● WHAT YOU WILL DO: Copy each line of the records below that mentions the word "junctions".

(Saved entries)
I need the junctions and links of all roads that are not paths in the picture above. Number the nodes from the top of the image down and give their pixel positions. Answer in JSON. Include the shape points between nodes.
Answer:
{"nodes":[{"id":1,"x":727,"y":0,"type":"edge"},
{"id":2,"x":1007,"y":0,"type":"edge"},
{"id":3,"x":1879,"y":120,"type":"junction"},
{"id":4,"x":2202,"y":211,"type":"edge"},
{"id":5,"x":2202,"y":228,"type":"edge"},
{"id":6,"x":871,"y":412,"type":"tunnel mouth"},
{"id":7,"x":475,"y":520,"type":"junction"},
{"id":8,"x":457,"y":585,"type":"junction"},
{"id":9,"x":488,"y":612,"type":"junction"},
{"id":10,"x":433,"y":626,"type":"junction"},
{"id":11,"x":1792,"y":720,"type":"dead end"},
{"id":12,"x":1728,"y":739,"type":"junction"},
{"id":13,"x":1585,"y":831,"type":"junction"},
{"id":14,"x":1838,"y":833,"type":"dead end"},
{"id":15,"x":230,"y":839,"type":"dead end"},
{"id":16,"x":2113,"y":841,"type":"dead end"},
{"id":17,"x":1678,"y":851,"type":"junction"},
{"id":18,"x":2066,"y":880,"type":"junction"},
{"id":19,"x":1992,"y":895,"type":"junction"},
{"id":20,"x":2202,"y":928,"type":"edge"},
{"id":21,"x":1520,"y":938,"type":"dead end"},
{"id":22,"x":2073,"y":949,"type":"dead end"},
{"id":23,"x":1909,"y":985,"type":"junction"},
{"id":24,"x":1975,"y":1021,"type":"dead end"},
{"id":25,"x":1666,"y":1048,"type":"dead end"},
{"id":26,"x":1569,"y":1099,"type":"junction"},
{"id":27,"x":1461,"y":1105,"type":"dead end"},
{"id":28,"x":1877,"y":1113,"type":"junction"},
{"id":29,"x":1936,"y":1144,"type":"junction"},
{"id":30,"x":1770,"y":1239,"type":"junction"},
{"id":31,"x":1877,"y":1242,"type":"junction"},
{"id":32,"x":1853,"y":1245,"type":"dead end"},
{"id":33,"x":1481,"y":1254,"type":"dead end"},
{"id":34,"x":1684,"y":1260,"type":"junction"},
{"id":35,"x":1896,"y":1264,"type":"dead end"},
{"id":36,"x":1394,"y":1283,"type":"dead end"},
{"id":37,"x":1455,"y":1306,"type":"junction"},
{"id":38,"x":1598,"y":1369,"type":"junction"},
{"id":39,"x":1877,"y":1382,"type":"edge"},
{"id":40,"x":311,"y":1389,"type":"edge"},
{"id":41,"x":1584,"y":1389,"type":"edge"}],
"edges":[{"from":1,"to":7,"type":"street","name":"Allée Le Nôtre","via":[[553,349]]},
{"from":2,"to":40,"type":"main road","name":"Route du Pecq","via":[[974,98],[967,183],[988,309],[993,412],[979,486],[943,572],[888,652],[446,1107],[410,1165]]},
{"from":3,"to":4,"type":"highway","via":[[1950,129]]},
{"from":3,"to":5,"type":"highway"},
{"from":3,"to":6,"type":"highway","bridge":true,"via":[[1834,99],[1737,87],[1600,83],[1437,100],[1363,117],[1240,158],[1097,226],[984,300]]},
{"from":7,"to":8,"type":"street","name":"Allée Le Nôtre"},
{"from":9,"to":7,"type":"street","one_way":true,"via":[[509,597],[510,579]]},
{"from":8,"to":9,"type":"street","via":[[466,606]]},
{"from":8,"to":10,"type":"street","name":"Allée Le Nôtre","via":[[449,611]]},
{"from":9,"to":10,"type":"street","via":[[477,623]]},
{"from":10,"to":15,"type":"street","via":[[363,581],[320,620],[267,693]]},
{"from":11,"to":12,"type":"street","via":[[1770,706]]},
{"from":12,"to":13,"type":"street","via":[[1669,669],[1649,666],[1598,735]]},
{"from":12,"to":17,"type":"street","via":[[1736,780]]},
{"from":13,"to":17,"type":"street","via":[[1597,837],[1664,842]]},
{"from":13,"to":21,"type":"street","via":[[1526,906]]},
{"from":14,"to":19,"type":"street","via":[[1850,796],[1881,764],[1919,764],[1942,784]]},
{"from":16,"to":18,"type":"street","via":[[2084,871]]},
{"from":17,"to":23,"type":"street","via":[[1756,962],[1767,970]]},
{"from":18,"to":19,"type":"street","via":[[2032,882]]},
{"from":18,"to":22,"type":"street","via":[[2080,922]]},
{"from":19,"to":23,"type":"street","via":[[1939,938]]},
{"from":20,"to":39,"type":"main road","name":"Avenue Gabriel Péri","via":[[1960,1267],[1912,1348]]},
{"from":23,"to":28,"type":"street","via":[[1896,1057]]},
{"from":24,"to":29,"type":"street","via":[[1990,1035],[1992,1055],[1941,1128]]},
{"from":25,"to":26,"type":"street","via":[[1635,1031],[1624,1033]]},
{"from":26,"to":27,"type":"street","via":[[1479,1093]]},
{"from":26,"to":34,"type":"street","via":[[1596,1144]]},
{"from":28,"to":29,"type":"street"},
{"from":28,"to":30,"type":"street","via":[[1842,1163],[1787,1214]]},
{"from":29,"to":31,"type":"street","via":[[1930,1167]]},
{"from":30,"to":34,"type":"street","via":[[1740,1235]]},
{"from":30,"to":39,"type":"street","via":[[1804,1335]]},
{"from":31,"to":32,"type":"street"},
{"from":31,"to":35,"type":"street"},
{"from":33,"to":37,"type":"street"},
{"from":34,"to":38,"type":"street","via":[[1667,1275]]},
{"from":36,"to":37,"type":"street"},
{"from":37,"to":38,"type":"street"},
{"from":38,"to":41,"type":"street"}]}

---

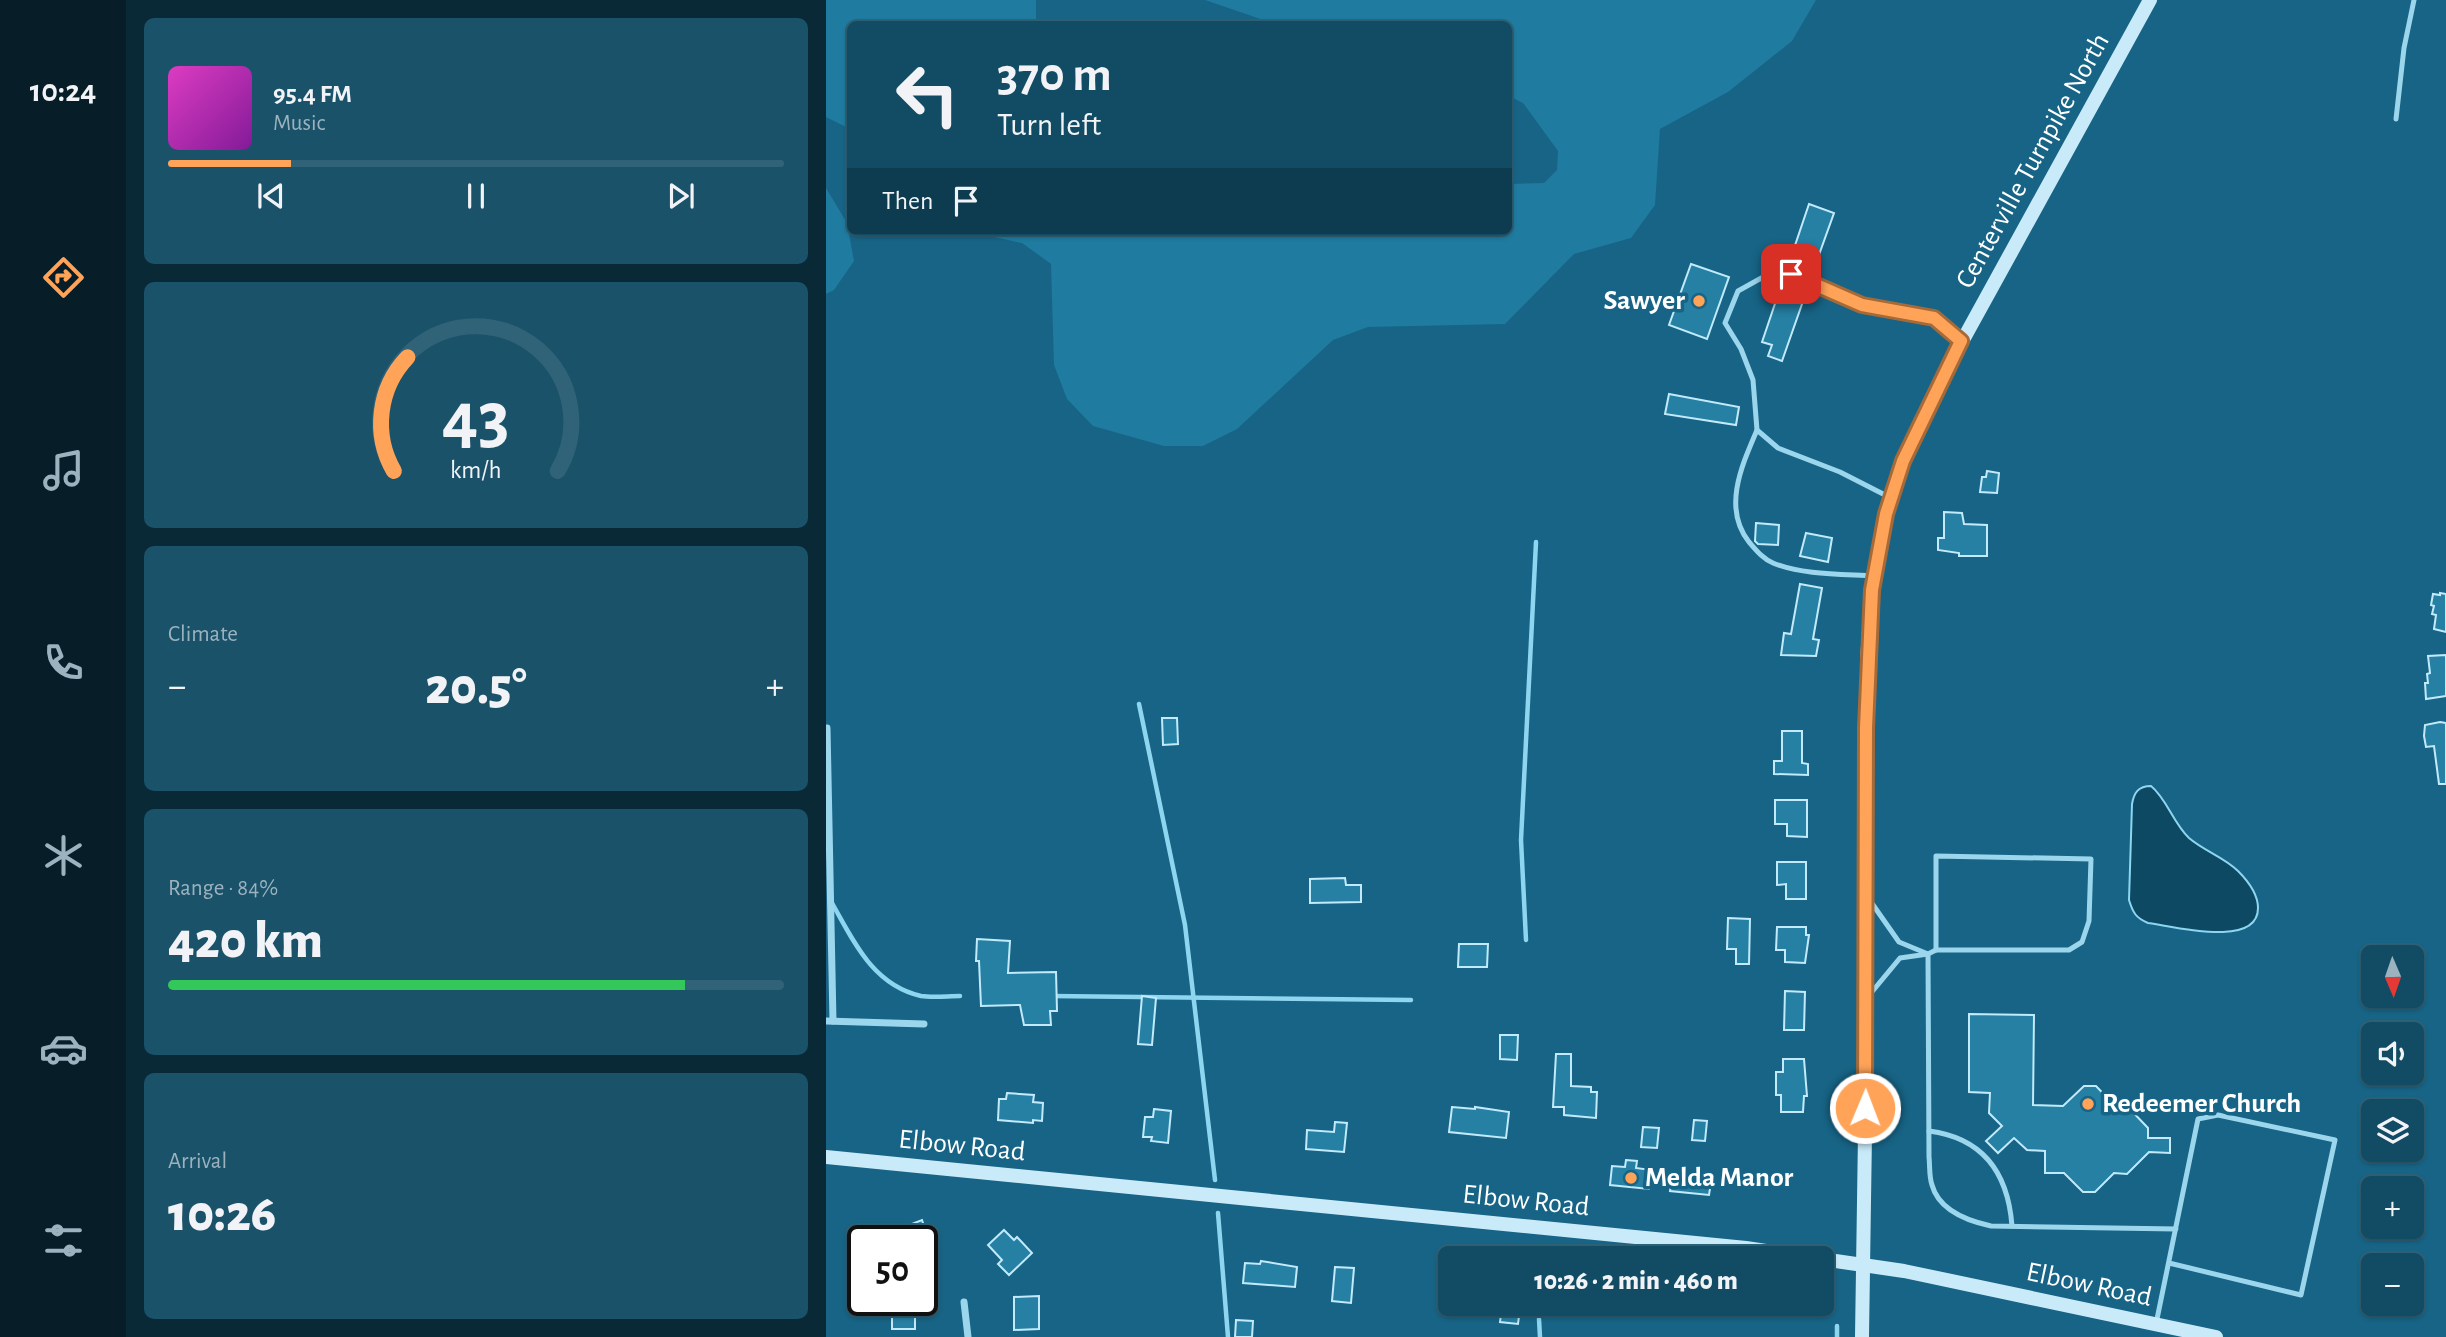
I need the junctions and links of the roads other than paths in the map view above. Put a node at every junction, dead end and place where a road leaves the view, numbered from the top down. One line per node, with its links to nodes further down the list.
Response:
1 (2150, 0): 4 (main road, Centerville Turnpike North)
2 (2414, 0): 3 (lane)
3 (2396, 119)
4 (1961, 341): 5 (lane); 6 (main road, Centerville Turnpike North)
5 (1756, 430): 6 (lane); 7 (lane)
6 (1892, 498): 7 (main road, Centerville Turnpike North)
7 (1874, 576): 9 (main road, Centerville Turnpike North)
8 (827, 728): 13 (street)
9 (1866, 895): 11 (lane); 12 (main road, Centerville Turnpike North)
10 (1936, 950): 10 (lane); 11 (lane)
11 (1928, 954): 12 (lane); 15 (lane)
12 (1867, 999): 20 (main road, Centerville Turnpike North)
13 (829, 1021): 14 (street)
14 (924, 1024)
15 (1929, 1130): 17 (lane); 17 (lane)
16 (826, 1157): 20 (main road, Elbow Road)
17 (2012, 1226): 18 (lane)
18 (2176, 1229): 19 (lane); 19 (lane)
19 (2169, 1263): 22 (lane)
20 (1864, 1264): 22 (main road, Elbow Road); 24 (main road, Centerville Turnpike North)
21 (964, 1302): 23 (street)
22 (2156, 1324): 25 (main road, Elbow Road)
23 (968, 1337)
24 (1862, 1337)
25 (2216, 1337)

---

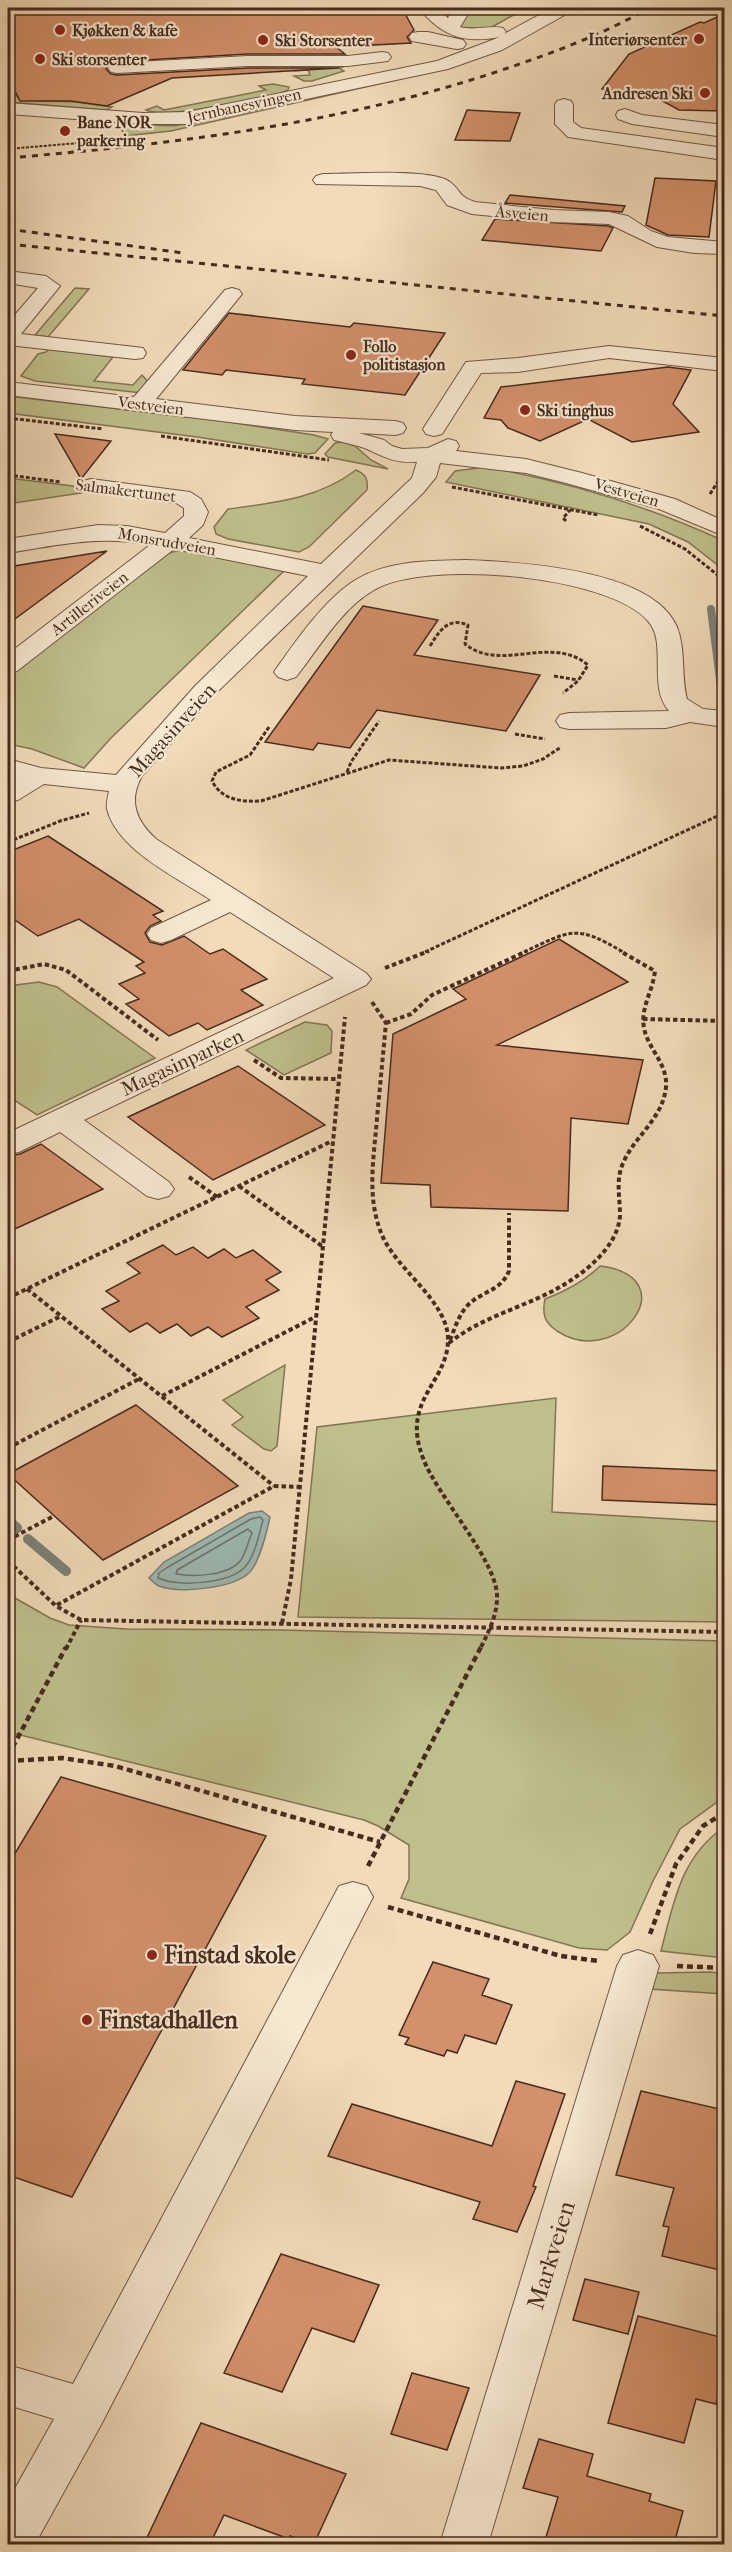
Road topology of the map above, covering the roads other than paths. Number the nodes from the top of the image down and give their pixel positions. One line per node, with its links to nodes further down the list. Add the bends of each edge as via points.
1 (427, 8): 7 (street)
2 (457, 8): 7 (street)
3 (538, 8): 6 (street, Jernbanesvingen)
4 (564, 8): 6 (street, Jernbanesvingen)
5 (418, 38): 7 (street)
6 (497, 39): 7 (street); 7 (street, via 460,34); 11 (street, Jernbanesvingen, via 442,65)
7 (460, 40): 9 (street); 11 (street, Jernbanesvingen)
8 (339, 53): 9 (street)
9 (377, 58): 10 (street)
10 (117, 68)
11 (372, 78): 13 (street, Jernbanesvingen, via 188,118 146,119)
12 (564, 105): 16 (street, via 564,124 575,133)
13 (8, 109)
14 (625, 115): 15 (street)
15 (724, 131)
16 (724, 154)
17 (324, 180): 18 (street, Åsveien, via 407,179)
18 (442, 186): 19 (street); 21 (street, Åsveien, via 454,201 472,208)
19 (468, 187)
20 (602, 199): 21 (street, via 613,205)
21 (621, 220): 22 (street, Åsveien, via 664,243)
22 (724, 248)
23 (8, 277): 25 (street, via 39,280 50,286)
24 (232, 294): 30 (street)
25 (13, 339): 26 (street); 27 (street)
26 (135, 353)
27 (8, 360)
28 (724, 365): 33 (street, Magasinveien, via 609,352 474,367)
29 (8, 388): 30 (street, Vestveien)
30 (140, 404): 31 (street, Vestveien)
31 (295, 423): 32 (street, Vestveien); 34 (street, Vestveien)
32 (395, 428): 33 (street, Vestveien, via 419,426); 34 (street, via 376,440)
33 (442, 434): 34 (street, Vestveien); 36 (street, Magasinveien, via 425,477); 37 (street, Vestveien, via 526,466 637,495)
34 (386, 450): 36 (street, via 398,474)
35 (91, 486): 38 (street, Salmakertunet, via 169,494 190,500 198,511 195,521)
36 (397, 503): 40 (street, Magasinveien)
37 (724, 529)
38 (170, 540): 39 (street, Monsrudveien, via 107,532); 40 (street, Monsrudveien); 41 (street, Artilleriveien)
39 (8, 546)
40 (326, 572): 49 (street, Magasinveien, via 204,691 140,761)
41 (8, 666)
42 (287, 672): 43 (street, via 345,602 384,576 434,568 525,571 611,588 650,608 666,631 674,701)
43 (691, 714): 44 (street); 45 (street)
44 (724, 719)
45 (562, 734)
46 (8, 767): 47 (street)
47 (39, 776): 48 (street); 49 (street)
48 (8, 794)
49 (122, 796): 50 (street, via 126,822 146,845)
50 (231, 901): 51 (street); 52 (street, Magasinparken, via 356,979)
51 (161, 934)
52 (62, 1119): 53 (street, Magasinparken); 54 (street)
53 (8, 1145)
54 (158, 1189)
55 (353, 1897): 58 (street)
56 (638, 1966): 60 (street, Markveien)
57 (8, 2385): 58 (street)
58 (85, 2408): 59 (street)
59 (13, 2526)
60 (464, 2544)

● RESULT FOR THIS EXERCISE:
I need the junctions and links of all roads that are not paths in the picture above. Number the nodes from the top of the image down and give their pixel positions. Answer in JSON. Include the shape points between nodes.
I need the junctions and links of the roads other than paths in the map view above. Put a node at every junction, dead end and place where a road leaves the view, numbered from the top down. One line per node, with its links to nodes further down the list.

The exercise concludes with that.